Housing First emerged as an alternative to the linear approach in which people experiencing homelessness were required to first participate in and graduate from short-term residential and treatment programs before obtaining permanent housing. In the linear approach, permanent housing was offered only after a person experiencing homelessness could demonstrate that they were “ready” for housing. By contrast, Housing First is premised on the following principles:
Homelessness is first and foremost a housing crisis and can be addressed through the provision of safe and affordable housing.
All people experiencing homelessness, regardless of their housing history and duration of homelessness, can achieve housing stability in permanent housing. Some may need very little support for a brief period of time, while others may need more intensive and long-term supports.
Everyone is “housing ready.” Sobriety, compliance in treatment, or even criminal histories are not necessary to succeed in housing. Rather, homelessness programs and housing providers must be “consumer ready.”
Many people experience improvements in quality of life, in the areas of health, mental health, substance use, and employment, as a result of achieving housing.
People experiencing homelessness have the right to self-determination and should be treated with dignity and respect.
The exact configuration of housing and services depends upon the needs and preferences of the population.
KCAO provides the following services to help combat homelessness:
Rapid Re-Housing: Every Door Open
The Every Door Open (EDO) project provides Rapid Re-Housing services and support to individuals and families experiencing homelessness to permanent housing through a tailored package of assistance that may include the use of time-limited financial assistance and targeted supportive services. This project does not assist individuals or families who are already living in a rental property.

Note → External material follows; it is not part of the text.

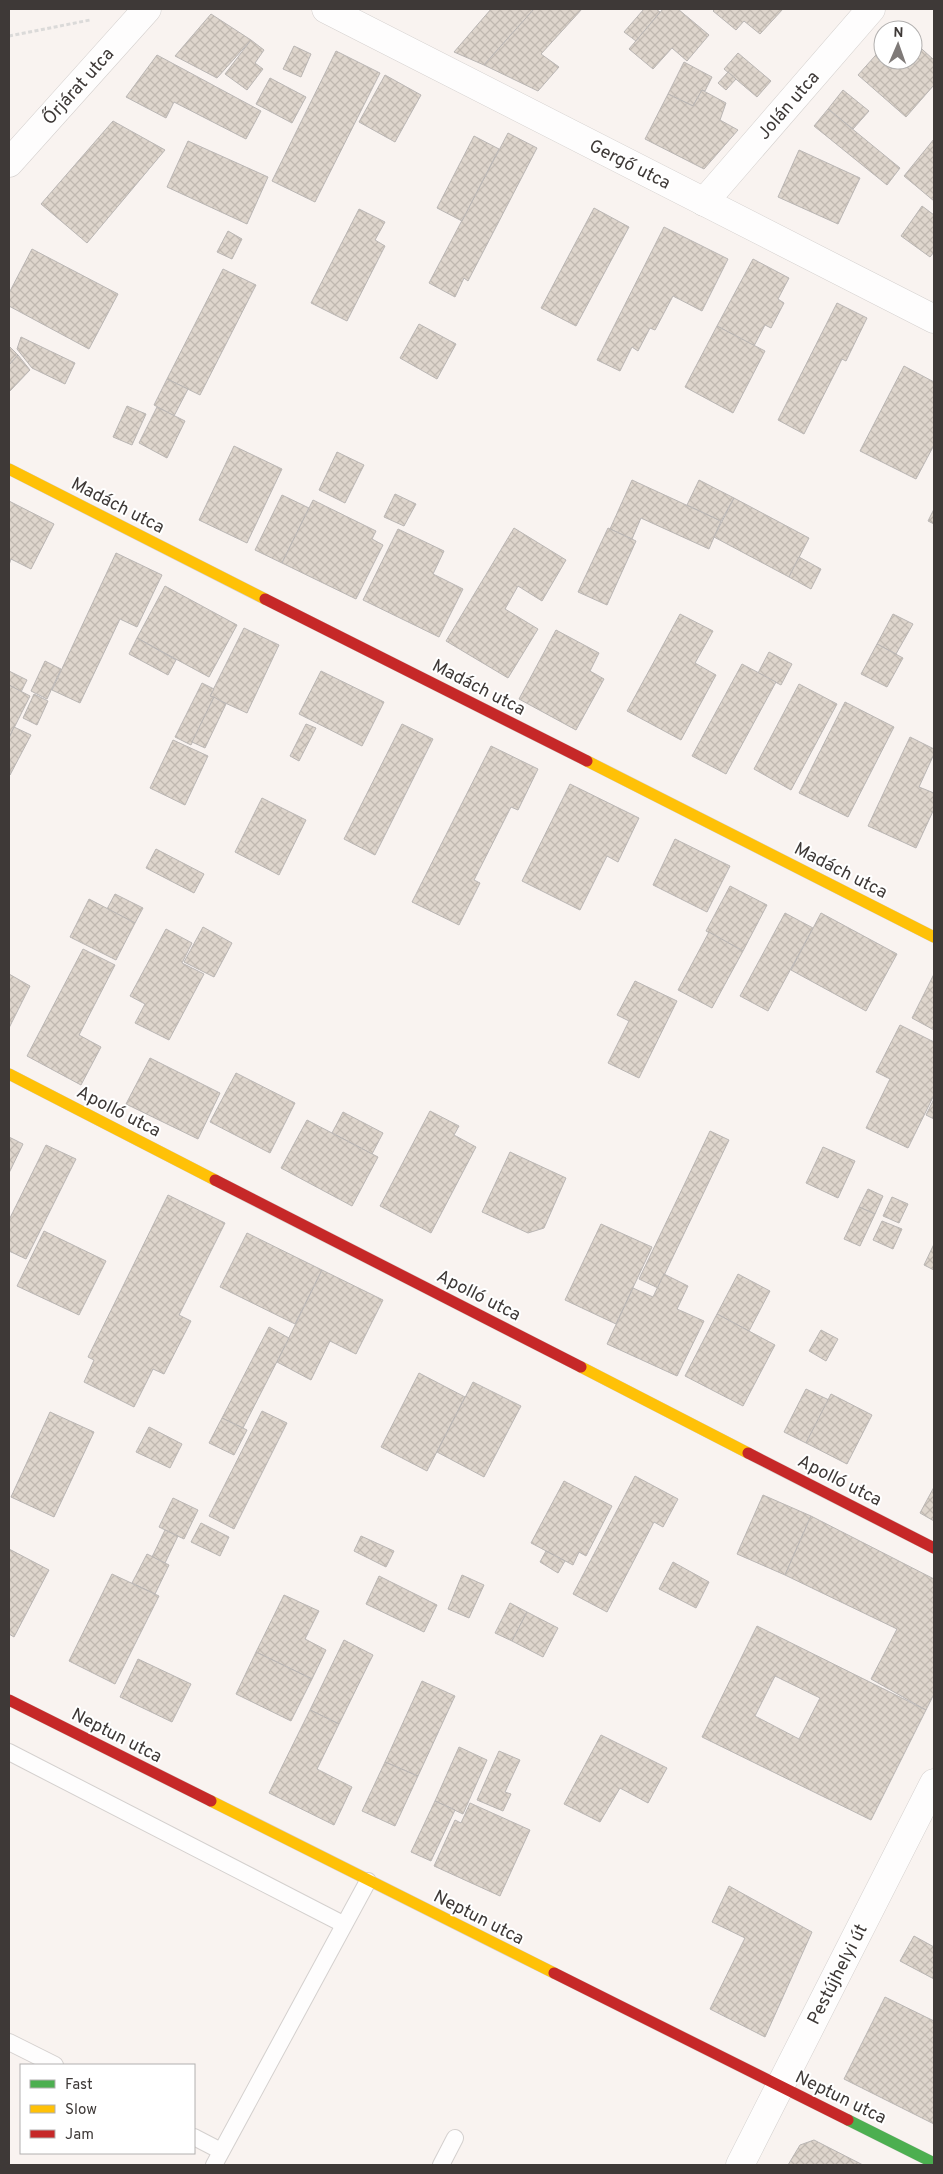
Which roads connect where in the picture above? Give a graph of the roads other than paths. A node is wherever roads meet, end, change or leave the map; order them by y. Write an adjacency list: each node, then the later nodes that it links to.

KCAO employs case manager’s that assists households in obtaining and remaining in permanent housing through a variety of strategies such as assessing households for barriers to obtain and remaining in permanent housing. The case manager collaboratively develops an Individualized Service Plan (ISP) for each household that includes key factors in the household’s ability to increase their employment, income, and self-sufficiency skills. Direct assistance and/referrals for supportive services such as job placement assistance, resume building, adult education services, child care, and budgeting will be the primary focus of the ISPs.
Permanent Supportive Housing: Anchors II, Anchors IV, Hope Survives
The Permanent Supportive Housing programs is long-term housing that provides supportive services for homeless persons with disabilities. A disability is defined as:
A disability as defined in Section 223 of the Social Security Act;
To be determined to have, pursuant to regulations issued by the Secretary, a physical, mental, or emotional impairment which:
is expected to be of long-continued and indefinite duration,
substantially impedes an individual’s ability to live independently, and
of a nature that could be improved by more suitable housing conditions (e.g., a substance abuse disorder if the person’s impairment could be improved by more suitable housing conditions);
A developmental disability as defined in Section 102 of the Developmental Disabilities Assistance and Bill of Rights Act of 2000 of this title; or
The disease of acquired immunodeficiency syndrome (AIDS) or conditions arising from the etiologic agency for acquired immunodeficiency syndrome.
This type of supportive housing enables special needs populations to live as independently as possible in a permanent setting. Supportive services include rental/leasing assistance, case management, life skills training, and assistance with transportation; and may include, utility payments and household establishment (furniture, clothing, and essential household items). The supportive services provided in connection with these projects addresses the special needs of individuals (such as homeless persons with disabilities and homeless families with children) intended to be served by a project.